CN110218741A - 采用串联sgRNA同步激活多个猪内源性干细胞因子转录活性的方法 - Google Patents

Abstract

本发明提供了一种采用串联sgRNA策略同步激活猪多个内源性干细胞因子的方法，首先利用杀稻瘟菌素和潮霉素药物筛选并构建了能稳定表达dCAS‑VP64和MS2‑P65‑HSF1的PK‑15细胞株（PK‑15‑dCas9‑MS2）。分别设计和构建能靶向猪干细胞因子Oct4、Sox2、Klf4、c‑Myc和miR‑302/367启动子的sgRNAs，在上述细胞上进行高活性的sgRNA筛选，将基因转录激活效率最高的5条sgRNA进行串联组合和构建表达载体，将其导入PK‑15‑dCas9‑MS2细胞中，同步激活猪OSKM和miR‑302/367转录活性，该技术对诱导产生猪的iPSC具有潜在的应用价值。

Description

采用串联sgRNA同步激活多个猪内源性干细胞因子转录活性 的方法

技术领域

本发明属于生物技术领域，具体涉及采用串联sgRNA的策略同步激活多个猪内源性干细胞因子转录活性的方法。

背景技术

2006年8月，Takahashi和Yamanaka最早通过逆转录病毒将鼠源的KLF4、Sox2、Oct-3/4和c-Myc(OSKM)这4个转录因子导入到小鼠的成纤维细胞中(Mouse embryonicfibroblasts cell MEF细胞)，MEF细胞经重编程后产生诱导性多能干细胞(iPSC)。在此基础上，他们将这4个转录因子载体转入到人的皮肤成纤维细胞中，并且成功的诱导出人的iPSC。早期iPSC诱导效率较低且周期长，随着相关技术的不断发展，Anokye-Danso等人发现miR-302/367可以把克隆的数量有效地提高了两个数量级。OSKM和miR-302/367在iPSC诱导过程中有重要作用。研究发现，将人、小鼠或猪的OSKM和miR-302/367基因导入猪的成纤维细胞，可诱导产生人或小鼠样iPSC克隆。但目前猪的iPSC效率低，且外源过表达OSKM和miR-302/367能诱导产生iPSC，但其内源性的干细胞因子表达量均未被有效激活。内源激活多能因子可能是导致培养真正猪的iPSC。

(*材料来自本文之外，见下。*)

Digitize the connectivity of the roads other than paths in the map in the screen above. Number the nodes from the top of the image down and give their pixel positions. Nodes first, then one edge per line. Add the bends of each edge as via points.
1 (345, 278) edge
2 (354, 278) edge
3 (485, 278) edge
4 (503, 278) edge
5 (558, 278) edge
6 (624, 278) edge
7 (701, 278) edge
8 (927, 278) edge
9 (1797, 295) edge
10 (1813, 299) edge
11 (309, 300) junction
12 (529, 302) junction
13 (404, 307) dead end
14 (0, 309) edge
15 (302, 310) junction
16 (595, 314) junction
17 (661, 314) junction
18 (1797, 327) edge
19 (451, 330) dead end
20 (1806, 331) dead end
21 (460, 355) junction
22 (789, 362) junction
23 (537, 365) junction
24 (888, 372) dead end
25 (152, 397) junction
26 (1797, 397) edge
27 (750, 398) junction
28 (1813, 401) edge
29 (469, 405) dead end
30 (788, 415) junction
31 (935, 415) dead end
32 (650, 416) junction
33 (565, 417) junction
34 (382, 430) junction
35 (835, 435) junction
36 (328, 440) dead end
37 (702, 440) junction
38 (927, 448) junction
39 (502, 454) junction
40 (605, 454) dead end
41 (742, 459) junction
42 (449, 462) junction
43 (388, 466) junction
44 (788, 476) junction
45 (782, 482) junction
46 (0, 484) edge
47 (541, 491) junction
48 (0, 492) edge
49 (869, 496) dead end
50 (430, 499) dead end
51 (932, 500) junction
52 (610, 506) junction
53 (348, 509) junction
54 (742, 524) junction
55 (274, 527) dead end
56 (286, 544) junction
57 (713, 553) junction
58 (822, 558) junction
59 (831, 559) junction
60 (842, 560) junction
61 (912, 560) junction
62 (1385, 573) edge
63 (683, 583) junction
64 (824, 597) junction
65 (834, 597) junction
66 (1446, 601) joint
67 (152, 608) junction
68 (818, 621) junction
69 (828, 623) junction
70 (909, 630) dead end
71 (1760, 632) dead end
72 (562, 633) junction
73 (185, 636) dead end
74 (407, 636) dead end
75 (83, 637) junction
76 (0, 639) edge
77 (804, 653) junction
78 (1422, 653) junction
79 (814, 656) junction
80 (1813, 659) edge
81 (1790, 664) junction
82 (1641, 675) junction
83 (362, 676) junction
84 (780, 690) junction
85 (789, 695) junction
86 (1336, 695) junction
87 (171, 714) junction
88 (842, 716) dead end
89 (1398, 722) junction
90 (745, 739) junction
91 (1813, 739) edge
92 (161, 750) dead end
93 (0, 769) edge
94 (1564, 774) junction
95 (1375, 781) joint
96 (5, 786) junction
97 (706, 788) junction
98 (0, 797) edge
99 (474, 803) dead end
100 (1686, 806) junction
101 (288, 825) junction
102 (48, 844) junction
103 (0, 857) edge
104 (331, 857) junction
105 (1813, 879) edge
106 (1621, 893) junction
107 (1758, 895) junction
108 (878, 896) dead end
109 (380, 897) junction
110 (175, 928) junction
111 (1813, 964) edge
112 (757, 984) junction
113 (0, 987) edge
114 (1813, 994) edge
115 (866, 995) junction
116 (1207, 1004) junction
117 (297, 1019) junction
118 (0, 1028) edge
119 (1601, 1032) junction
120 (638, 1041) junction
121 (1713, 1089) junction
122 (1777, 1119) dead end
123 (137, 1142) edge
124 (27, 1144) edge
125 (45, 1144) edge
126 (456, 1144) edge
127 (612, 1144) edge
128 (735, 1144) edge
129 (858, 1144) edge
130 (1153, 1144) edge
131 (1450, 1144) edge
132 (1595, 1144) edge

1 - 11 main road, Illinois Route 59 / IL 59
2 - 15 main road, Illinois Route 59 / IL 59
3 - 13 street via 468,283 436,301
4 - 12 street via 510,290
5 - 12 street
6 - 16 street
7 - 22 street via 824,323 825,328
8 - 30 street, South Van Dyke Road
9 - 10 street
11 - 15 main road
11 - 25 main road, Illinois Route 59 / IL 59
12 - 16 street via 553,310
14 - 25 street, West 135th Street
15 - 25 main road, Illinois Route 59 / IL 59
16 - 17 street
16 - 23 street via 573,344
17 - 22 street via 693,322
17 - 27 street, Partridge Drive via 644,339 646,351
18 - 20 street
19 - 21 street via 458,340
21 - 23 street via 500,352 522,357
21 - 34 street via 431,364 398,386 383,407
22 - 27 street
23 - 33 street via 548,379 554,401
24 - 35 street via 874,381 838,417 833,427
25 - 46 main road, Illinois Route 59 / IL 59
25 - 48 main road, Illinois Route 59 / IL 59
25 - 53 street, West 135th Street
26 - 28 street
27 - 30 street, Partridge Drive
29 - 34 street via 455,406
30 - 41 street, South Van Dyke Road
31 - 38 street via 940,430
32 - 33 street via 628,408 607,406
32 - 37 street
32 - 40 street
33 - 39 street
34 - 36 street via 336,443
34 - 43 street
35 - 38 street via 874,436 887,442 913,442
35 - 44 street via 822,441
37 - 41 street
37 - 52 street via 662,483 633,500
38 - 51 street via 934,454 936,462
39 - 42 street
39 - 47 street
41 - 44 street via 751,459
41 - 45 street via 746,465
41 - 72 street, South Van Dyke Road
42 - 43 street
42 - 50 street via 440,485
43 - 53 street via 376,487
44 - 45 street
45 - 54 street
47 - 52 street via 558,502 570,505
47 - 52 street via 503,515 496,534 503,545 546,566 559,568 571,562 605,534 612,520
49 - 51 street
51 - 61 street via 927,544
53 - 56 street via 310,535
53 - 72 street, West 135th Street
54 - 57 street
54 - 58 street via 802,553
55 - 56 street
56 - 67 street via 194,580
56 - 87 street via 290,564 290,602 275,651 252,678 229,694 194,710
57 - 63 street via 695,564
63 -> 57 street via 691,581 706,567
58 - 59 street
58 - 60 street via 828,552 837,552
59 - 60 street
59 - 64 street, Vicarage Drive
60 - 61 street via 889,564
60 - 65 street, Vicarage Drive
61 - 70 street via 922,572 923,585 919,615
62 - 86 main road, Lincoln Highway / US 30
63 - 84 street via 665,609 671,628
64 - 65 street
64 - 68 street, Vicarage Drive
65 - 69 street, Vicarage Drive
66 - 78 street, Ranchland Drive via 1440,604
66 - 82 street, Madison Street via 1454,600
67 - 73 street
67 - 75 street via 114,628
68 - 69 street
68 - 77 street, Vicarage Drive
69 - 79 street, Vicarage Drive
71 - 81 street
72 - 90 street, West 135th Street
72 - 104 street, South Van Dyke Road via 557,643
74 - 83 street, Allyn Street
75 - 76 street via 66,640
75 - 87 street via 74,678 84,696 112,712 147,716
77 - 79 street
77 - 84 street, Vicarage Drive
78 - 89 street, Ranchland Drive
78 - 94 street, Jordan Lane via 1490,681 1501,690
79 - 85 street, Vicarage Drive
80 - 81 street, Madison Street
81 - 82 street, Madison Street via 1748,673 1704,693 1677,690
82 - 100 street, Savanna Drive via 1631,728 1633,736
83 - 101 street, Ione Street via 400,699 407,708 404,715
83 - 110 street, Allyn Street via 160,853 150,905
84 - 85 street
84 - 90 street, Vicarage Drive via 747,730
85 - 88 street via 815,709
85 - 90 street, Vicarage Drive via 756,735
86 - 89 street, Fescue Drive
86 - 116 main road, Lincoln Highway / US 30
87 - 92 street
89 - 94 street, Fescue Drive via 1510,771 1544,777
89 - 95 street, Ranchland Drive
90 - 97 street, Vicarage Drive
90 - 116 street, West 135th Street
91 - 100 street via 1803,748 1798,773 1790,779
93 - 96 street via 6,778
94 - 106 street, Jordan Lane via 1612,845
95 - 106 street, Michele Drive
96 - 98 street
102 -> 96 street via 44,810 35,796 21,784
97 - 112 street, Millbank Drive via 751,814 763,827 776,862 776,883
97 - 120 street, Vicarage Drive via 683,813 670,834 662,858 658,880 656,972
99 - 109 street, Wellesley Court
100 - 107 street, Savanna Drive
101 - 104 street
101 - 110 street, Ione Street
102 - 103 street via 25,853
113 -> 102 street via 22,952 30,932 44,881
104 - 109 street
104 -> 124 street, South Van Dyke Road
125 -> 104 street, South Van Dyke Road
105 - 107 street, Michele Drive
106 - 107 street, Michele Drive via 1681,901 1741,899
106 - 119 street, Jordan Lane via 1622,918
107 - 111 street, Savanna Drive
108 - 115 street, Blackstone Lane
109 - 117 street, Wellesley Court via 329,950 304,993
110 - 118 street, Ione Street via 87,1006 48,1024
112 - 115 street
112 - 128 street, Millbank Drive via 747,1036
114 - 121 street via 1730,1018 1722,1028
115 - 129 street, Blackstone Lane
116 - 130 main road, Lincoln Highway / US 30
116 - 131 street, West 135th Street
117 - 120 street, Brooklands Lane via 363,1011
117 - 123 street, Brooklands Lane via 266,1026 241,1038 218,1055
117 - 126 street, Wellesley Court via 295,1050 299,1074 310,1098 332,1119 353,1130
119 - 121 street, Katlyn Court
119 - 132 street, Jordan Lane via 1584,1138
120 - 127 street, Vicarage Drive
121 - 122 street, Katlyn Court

随着CRISPR/Cas9激活系统的开发，特别是Konermann等人构建的CRISPR SAM激活系统，为激活内源靶基因的转录活性提供了新的工具。SAM激活系统包括有dCAS-VP64、MS2-P65-HSF1和sgRNA三个功能元件，其最大特点是需要将三个元件同时导入进一个细胞中才能发挥激活靶基因转录的作用。因此，最佳的方法是采用lenti dCAS-VP64_Blast和lentiMS2-P65-HSF1_Hygro慢病毒感染后，利用杀稻瘟菌素(blasticidin)和潮霉素(hygromycin)药物来筛选出阳性稳定表达dCAS-VP64和MS2-P65-HSF1的细胞，由此可提高sgRNA的激活效率。一方面，建立的lenti dCAS-VP64_Blast和lenti MS2-P65-HSF1_Hygro稳定表达的PK-15细胞可用于开展高通量筛选激活猪内源因子的细胞模型；其次，筛选到的针对OSKM和miR-302/367启动子的高活性sgRNA及串联表达载体，可用于后续诱导产生猪的iPSC。

发明内容

本发明的目的在于提供一种采用串联sgRNA策略同步激活猪多个内源性干细胞因子转录活性的方法，利用blasticidin和hygromycin药物筛选构建了能稳定表达dCAS-VP64和MS2-P65-HSF1的PK-15细胞株，简称PK-15-dCas9-MS2。然后通过双荧光素酶试验检测不同sgRNA靶向激活猪内源干细胞因子(Oct4、Sox2、Klf4和c-Myc、miR-302/367)启动子的活性水平，将筛选到的激活效率最高的5条sgRNA串联在lenti-sgRNA(MS2)-zeo慢病毒表达载体上，双荧光试验检测发现显著激活猪内源性Oct4、Sox2、Klf4、c-Myc和miR-302/367的转录活性。

为了实现上述目的，本发明采用以下技术方案：

采用串联sgRNA同步激活多个猪内源性干细胞因子转录活性的方法，包括以下步骤：

(1)构建dCAS-VP64和MS2-P65-HSF1稳定表达的PK-15细胞系：通过慢病毒的感染的方式将包含SAM激活元件的lenti dCAS-VP64_Blast和lenti MS 2-P65-HSF1_Hygro导入PK-15细胞，慢病毒感染2天后，在细胞培养液中同时添加10μg/ml的blasticidin和500μg/ml的hygromycin，用这两种药物筛选6天后，获得同时稳定表达lenti dCAS-VP64_Blast和lenti MS2-P65-HSF1_Hygro的PK-15细胞阳性克隆，简称PK-15-dCas9-MS2细胞；

(2)从核酸数据库中分别调取猪干细胞因子Oct4、Sox2、Klf4、c-Myc(简称OSKM)和miR-302/367的启动子序列，利用sgRNAcas9软件设计sgRNAs，分别构建sgRNA表达载体后，通过实验在PK-15-dCas9-MS2细胞中进行活性检测，每个靶基因选择一条激活效率最高的sgRNA，将筛选到的活性最高的5条s gRNA(核苷酸序列如SEQ ID NO.1～5所示)组合和串联成SEQ ID NO.6所示的序列，把串联序列连接在lenti sgRNA(MS2)_zeo酶切线性化的表达载体中，测序鉴定成功后再抽提无内毒素质粒，包装为慢病毒后感染PK-15-dCas9-MS2细胞，检测发现可以同步激活猪内源性的Oct4、Sox2、Klf4和c-Myc、miR-302/367基因的转录。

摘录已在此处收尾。